EXERCISE DATA:

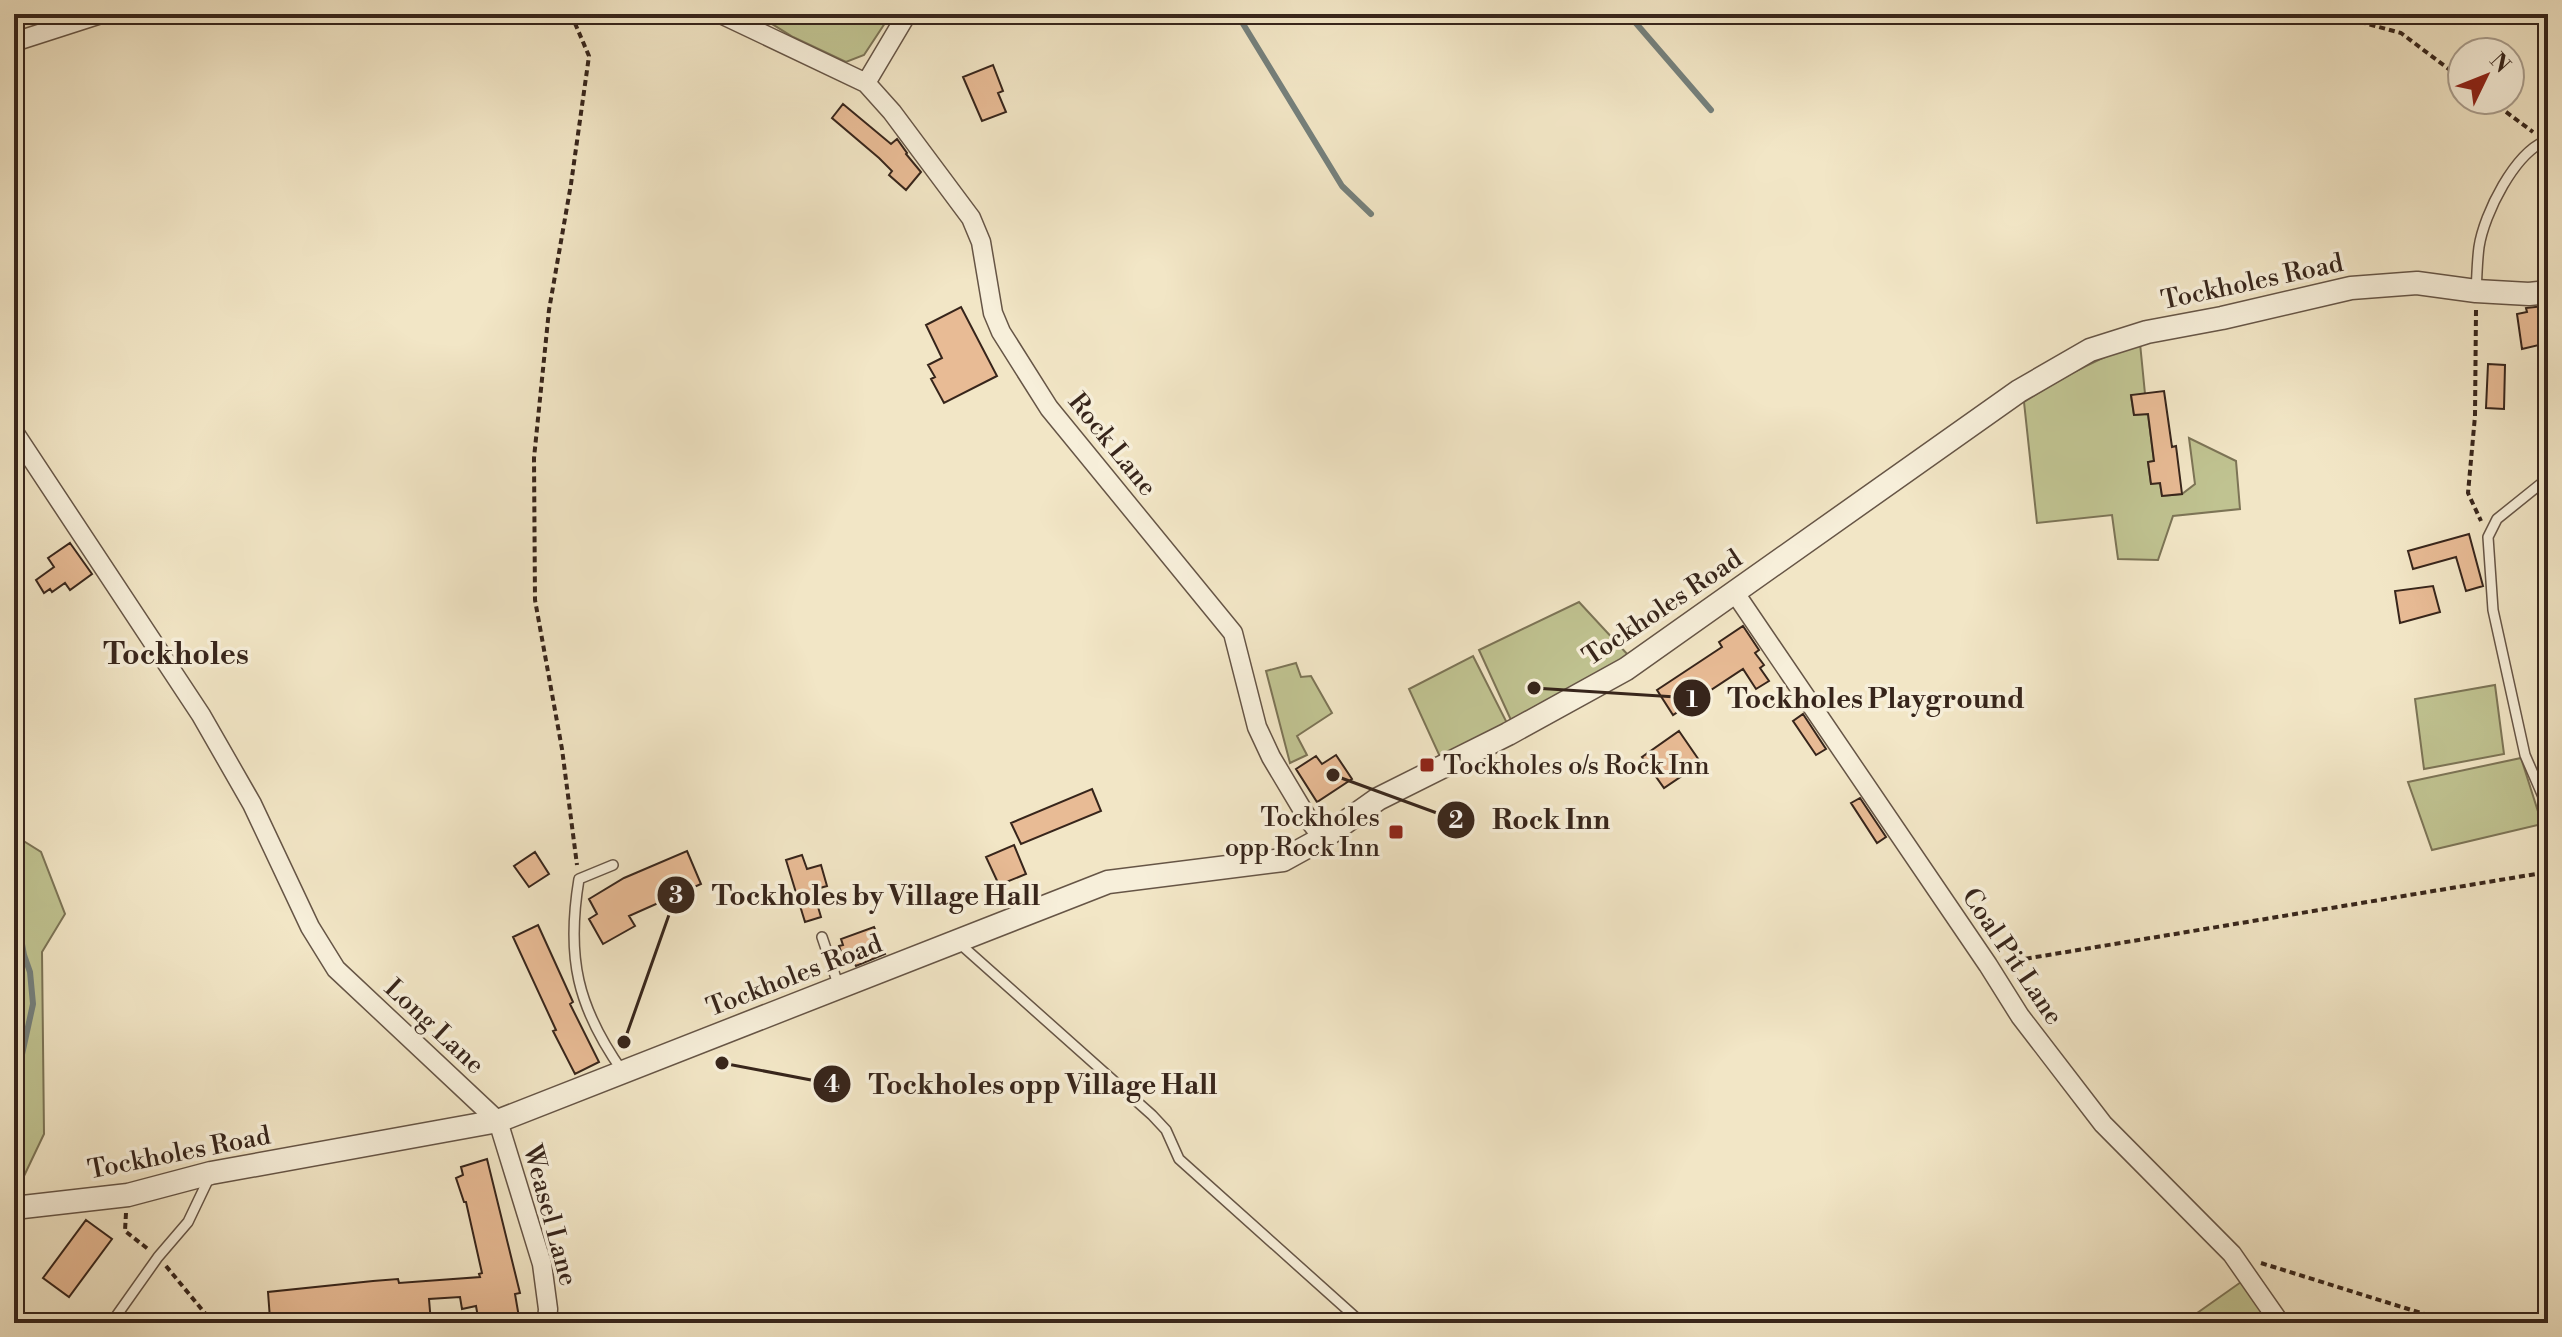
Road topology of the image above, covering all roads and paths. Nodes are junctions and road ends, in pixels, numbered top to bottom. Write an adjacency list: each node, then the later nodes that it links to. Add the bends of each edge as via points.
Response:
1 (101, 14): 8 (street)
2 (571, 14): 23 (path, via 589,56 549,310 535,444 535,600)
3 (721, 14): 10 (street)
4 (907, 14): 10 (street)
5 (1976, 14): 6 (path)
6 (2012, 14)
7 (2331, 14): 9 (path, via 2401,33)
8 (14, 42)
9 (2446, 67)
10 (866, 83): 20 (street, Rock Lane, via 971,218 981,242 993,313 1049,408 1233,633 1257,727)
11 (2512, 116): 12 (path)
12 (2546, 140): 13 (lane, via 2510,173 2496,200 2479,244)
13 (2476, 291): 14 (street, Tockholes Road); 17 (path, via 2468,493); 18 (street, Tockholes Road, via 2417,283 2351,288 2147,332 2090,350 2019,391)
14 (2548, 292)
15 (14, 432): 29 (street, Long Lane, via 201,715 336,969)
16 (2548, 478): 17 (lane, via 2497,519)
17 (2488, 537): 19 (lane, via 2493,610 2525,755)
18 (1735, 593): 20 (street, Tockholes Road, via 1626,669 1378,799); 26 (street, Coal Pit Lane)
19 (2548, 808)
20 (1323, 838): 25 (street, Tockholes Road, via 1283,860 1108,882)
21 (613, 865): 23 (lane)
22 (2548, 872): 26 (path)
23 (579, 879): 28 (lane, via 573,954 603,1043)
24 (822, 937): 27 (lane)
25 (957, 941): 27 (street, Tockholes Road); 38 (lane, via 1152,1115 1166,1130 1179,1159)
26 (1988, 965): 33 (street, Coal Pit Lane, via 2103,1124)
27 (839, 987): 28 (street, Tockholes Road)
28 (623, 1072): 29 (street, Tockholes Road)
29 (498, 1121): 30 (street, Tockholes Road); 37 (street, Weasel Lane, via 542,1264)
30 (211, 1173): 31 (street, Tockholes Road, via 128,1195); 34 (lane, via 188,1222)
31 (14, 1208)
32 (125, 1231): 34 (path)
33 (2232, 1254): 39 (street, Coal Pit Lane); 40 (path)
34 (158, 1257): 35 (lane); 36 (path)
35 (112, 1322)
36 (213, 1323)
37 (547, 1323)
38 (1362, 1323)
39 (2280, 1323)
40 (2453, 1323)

TASK GOAL: Apart from the images, please copy every line of the data exactly as written.

TASK RESULT:
Road topology of the image above, covering all roads and paths. Nodes are junctions and road ends, in pixels, numbered top to bottom. Write an adjacency list: each node, then the later nodes that it links to. Add the bends of each edge as via points.
Response:
1 (101, 14): 8 (street)
2 (571, 14): 23 (path, via 589,56 549,310 535,444 535,600)
3 (721, 14): 10 (street)
4 (907, 14): 10 (street)
5 (1976, 14): 6 (path)
6 (2012, 14)
7 (2331, 14): 9 (path, via 2401,33)
8 (14, 42)
9 (2446, 67)
10 (866, 83): 20 (street, Rock Lane, via 971,218 981,242 993,313 1049,408 1233,633 1257,727)
11 (2512, 116): 12 (path)
12 (2546, 140): 13 (lane, via 2510,173 2496,200 2479,244)
13 (2476, 291): 14 (street, Tockholes Road); 17 (path, via 2468,493); 18 (street, Tockholes Road, via 2417,283 2351,288 2147,332 2090,350 2019,391)
14 (2548, 292)
15 (14, 432): 29 (street, Long Lane, via 201,715 336,969)
16 (2548, 478): 17 (lane, via 2497,519)
17 (2488, 537): 19 (lane, via 2493,610 2525,755)
18 (1735, 593): 20 (street, Tockholes Road, via 1626,669 1378,799); 26 (street, Coal Pit Lane)
19 (2548, 808)
20 (1323, 838): 25 (street, Tockholes Road, via 1283,860 1108,882)
21 (613, 865): 23 (lane)
22 (2548, 872): 26 (path)
23 (579, 879): 28 (lane, via 573,954 603,1043)
24 (822, 937): 27 (lane)
25 (957, 941): 27 (street, Tockholes Road); 38 (lane, via 1152,1115 1166,1130 1179,1159)
26 (1988, 965): 33 (street, Coal Pit Lane, via 2103,1124)
27 (839, 987): 28 (street, Tockholes Road)
28 (623, 1072): 29 (street, Tockholes Road)
29 (498, 1121): 30 (street, Tockholes Road); 37 (street, Weasel Lane, via 542,1264)
30 (211, 1173): 31 (street, Tockholes Road, via 128,1195); 34 (lane, via 188,1222)
31 (14, 1208)
32 (125, 1231): 34 (path)
33 (2232, 1254): 39 (street, Coal Pit Lane); 40 (path)
34 (158, 1257): 35 (lane); 36 (path)
35 (112, 1322)
36 (213, 1323)
37 (547, 1323)
38 (1362, 1323)
39 (2280, 1323)
40 (2453, 1323)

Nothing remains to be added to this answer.